Exercise data –
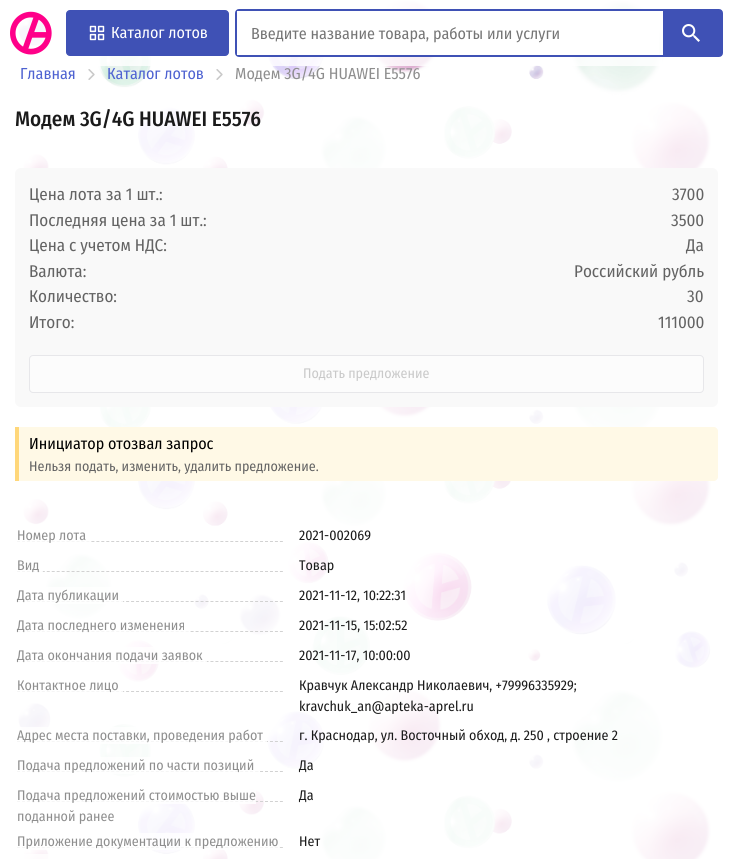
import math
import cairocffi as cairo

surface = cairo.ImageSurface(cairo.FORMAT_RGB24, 733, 859)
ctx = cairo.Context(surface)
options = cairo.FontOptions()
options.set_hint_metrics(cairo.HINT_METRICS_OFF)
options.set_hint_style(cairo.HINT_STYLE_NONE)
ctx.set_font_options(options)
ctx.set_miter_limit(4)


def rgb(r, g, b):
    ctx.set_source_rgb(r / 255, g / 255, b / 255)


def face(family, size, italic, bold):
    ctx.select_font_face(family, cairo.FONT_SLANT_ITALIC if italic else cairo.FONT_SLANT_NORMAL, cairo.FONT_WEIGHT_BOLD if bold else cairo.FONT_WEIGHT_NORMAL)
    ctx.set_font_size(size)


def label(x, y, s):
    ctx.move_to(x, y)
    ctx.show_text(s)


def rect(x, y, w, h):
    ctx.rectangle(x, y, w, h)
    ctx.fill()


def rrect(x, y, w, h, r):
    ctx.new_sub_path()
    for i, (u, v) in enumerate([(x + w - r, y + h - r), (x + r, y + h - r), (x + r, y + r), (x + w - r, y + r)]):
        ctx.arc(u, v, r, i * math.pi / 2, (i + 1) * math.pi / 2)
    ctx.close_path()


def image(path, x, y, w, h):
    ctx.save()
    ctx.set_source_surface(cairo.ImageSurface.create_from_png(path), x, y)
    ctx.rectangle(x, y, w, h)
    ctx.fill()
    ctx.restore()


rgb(255, 255, 255)
ctx.paint()
image('image0.png', 18, 0, 693, 859)
ctx.set_source_rgba(1, 1, 1, 0.8)
rect(18, 0, 644, 66)
image('image1.png', 10, 11, 42, 44)
rgb(63, 81, 181)
rrect(66.5, 10.5, 162, 45, 3.5)
ctx.fill_preserve()
ctx.set_line_width(1)
ctx.stroke()
image('image2.png', 89, 25, 16, 16)
face('Fira Sans Condensed', 16, 0, 0)
rgb(255, 255, 255)
label(111, 38, 'Каталог лотов')
rrect(236, 10, 486, 46, 3)
rgb(63, 81, 181)
ctx.set_line_width(2)
ctx.stroke()
rgb(255, 255, 255)
rect(237, 11, 422, 44)
rgb(117, 117, 117)
label(251, 39, 'Введите название товара, работы или услуги')
rgb(63, 81, 181)
rect(663, 11, 58, 44)
image('image3.png', 682, 24, 18, 18)
rgb(78, 98, 209)
label(20, 79, 'Главная')
image('image4.png', 88, 69, 7, 11)
label(107, 79, 'Каталог лотов')
image('image4.png', 216, 69, 7, 11)
rgb(142, 142, 142)
label(235, 79, 'Модем 3G/4G HUAWEI E5576')
ctx.new_path()
ctx.move_to(17, 541.5)
ctx.line_to(283, 541.5)
rgb(30, 30, 30)
ctx.set_line_width(1)
ctx.set_dash([3, 1.96])
ctx.stroke()
ctx.new_path()
ctx.move_to(17, 571.5)
ctx.line_to(283, 571.5)
ctx.stroke()
ctx.new_path()
ctx.move_to(17, 601.5)
ctx.line_to(283, 601.5)
ctx.stroke()
ctx.new_path()
ctx.move_to(17, 631.5)
ctx.line_to(283, 631.5)
ctx.stroke()
ctx.new_path()
ctx.move_to(17, 661.5)
ctx.line_to(283, 661.5)
ctx.stroke()
ctx.new_path()
ctx.move_to(17, 691.5)
ctx.line_to(283, 691.5)
ctx.stroke()
ctx.new_path()
ctx.move_to(17, 741.5)
ctx.line_to(283, 741.5)
ctx.stroke()
ctx.new_path()
ctx.move_to(17, 771.5)
ctx.line_to(283, 771.5)
ctx.stroke()
ctx.new_path()
ctx.move_to(17, 801.5)
ctx.line_to(283, 801.5)
ctx.stroke()
ctx.new_path()
ctx.move_to(17, 847.5)
ctx.line_to(283, 847.5)
ctx.stroke()
ctx.set_source_rgba(1, 1, 1, 0.8)
rrect(0, 96, 733, 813, 50)
ctx.fill()
face('Fira Sans Condensed Medium', 21, 0, 0)
rgb(26, 26, 26)
label(15, 126, 'Модем 3G/4G HUAWEI E5576')
rgb(249, 249, 249)
rrect(15, 168, 703, 239, 6)
ctx.fill()
face('Fira Sans Condensed', 17, 0, 0)
rgb(99, 99, 99)
label(29, 200, 'Цена лота за 1 шт.:')
label(672, 200, '3700')
label(29, 226, 'Последняя цена за 1 шт.:')
label(671, 226, '3500')
label(29, 251, 'Цена с учетом НДС:')
label(686, 251, 'Да')
label(29, 277, 'Валюта:')
label(574, 277, 'Российский рубль')
label(29, 302, 'Количество:')
label(687, 302, '30')
label(29, 328, 'Итого:')
label(658, 328, '111000')
rgb(252, 252, 252)
rrect(29.5, 355.5, 674, 37, 3.5)
ctx.fill_preserve()
rgb(231, 231, 234)
ctx.set_dash([])
ctx.stroke()
face('Fira Sans Condensed', 14, 0, 0)
rgb(201, 201, 201)
label(303, 378, 'Подать предложение')
rgb(255, 249, 230)
ctx.new_path()
ctx.move_to(15, 427)
ctx.line_to(714, 427)
ctx.curve_to(716, 427, 718, 429, 718, 431)
ctx.line_to(718, 477)
ctx.curve_to(718, 479, 716, 481, 714, 481)
ctx.line_to(15, 481)
ctx.close_path()
ctx.fill()
rgb(255, 215, 122)
rect(15, 427, 4, 54)
face('Fira Sans Condensed', 16, 0, 0)
rgb(0, 0, 0)
label(29, 449, 'Инициатор отозвал запрос')
face('Fira Sans Condensed', 14, 0, 0)
rgb(99, 99, 99)
label(29, 471, 'Нельзя подать, изменить, удалить предложение.')
ctx.set_source_rgba(1, 1, 1, 0.8)
rect(17, 541, 73, 1)
rgb(142, 142, 142)
label(17, 540, 'Номер лота')
rgb(26, 26, 26)
label(299, 540, '2021-002069')
ctx.set_source_rgba(1, 1, 1, 0.8)
rect(17, 571, 26, 1)
rgb(142, 142, 142)
label(17, 570, 'Вид')
rgb(26, 26, 26)
label(299, 570, 'Товар')
ctx.set_source_rgba(1, 1, 1, 0.8)
rect(17, 587, 106, 17)
rgb(142, 142, 142)
label(17, 600, 'Дата публикации')
rgb(26, 26, 26)
label(299, 600, '2021-11-12, 10:22:31')
ctx.set_source_rgba(1, 1, 1, 0.8)
rect(17, 631, 172, 1)
rgb(142, 142, 142)
label(17, 630, 'Дата последнего изменения')
rgb(26, 26, 26)
label(299, 630, '2021-11-15, 15:02:52')
ctx.set_source_rgba(1, 1, 1, 0.8)
rect(17, 647, 190, 17)
rgb(142, 142, 142)
label(17, 660, 'Дата окончания подачи заявок')
rgb(26, 26, 26)
label(299, 660, '2021-11-17, 10:00:00')
ctx.set_source_rgba(1, 1, 1, 0.8)
rect(17, 691, 106, 1)
rgb(142, 142, 142)
label(17, 690, 'Контактное лицо')
rgb(26, 26, 26)
label(299, 690, 'Кравчук Александр Николаевич, +79996335929;')
label(299, 711, 'kravchuk_an@apteka-aprel.ru')
ctx.set_source_rgba(1, 1, 1, 0.8)
rect(17, 727, 250, 17)
rgb(142, 142, 142)
label(17, 740, 'Адрес места поставки, проведения работ')
rgb(26, 26, 26)
label(299, 740, 'г. Краснодар, ул. Восточный обход, д. 250 , строение 2')
ctx.set_source_rgba(1, 1, 1, 0.8)
rect(17, 757, 241, 17)
rgb(142, 142, 142)
label(17, 770, 'Подача предложений по части позиций')
rgb(26, 26, 26)
label(299, 770, 'Да')
ctx.set_source_rgba(1, 1, 1, 0.8)
rect(17, 790, 239, 14)
rgb(142, 142, 142)
label(17, 800, 'Подача предложений стоимостью выше')
label(17, 821, 'поданной ранее')
rgb(26, 26, 26)
label(299, 800, 'Да')
ctx.set_source_rgba(1, 1, 1, 0.8)
rect(17, 833, 261, 17)
rgb(142, 142, 142)
label(17, 846, 'Приложение документации к предложению')
ctx.set_source_rgba(1, 1, 1, 0.8)
rect(17, 854, 32, 5)
rgb(26, 26, 26)
label(299, 846, 'Нет')
surface.write_to_png('render.png')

Assigned task – Pick every line from the listing holding the string "cairo", and copy it.

Output of the exercise –
import cairocffi as cairo
surface = cairo.ImageSurface(cairo.FORMAT_RGB24, 733, 859)
ctx = cairo.Context(surface)
options = cairo.FontOptions()
options.set_hint_metrics(cairo.HINT_METRICS_OFF)
options.set_hint_style(cairo.HINT_STYLE_NONE)
    ctx.select_font_face(family, cairo.FONT_SLANT_ITALIC if italic else cairo.FONT_SLANT_NORMAL, cairo.FONT_WEIGHT_BOLD if bold else cairo.FONT_WEIGHT_NORMAL)
    ctx.set_source_surface(cairo.ImageSurface.create_from_png(path), x, y)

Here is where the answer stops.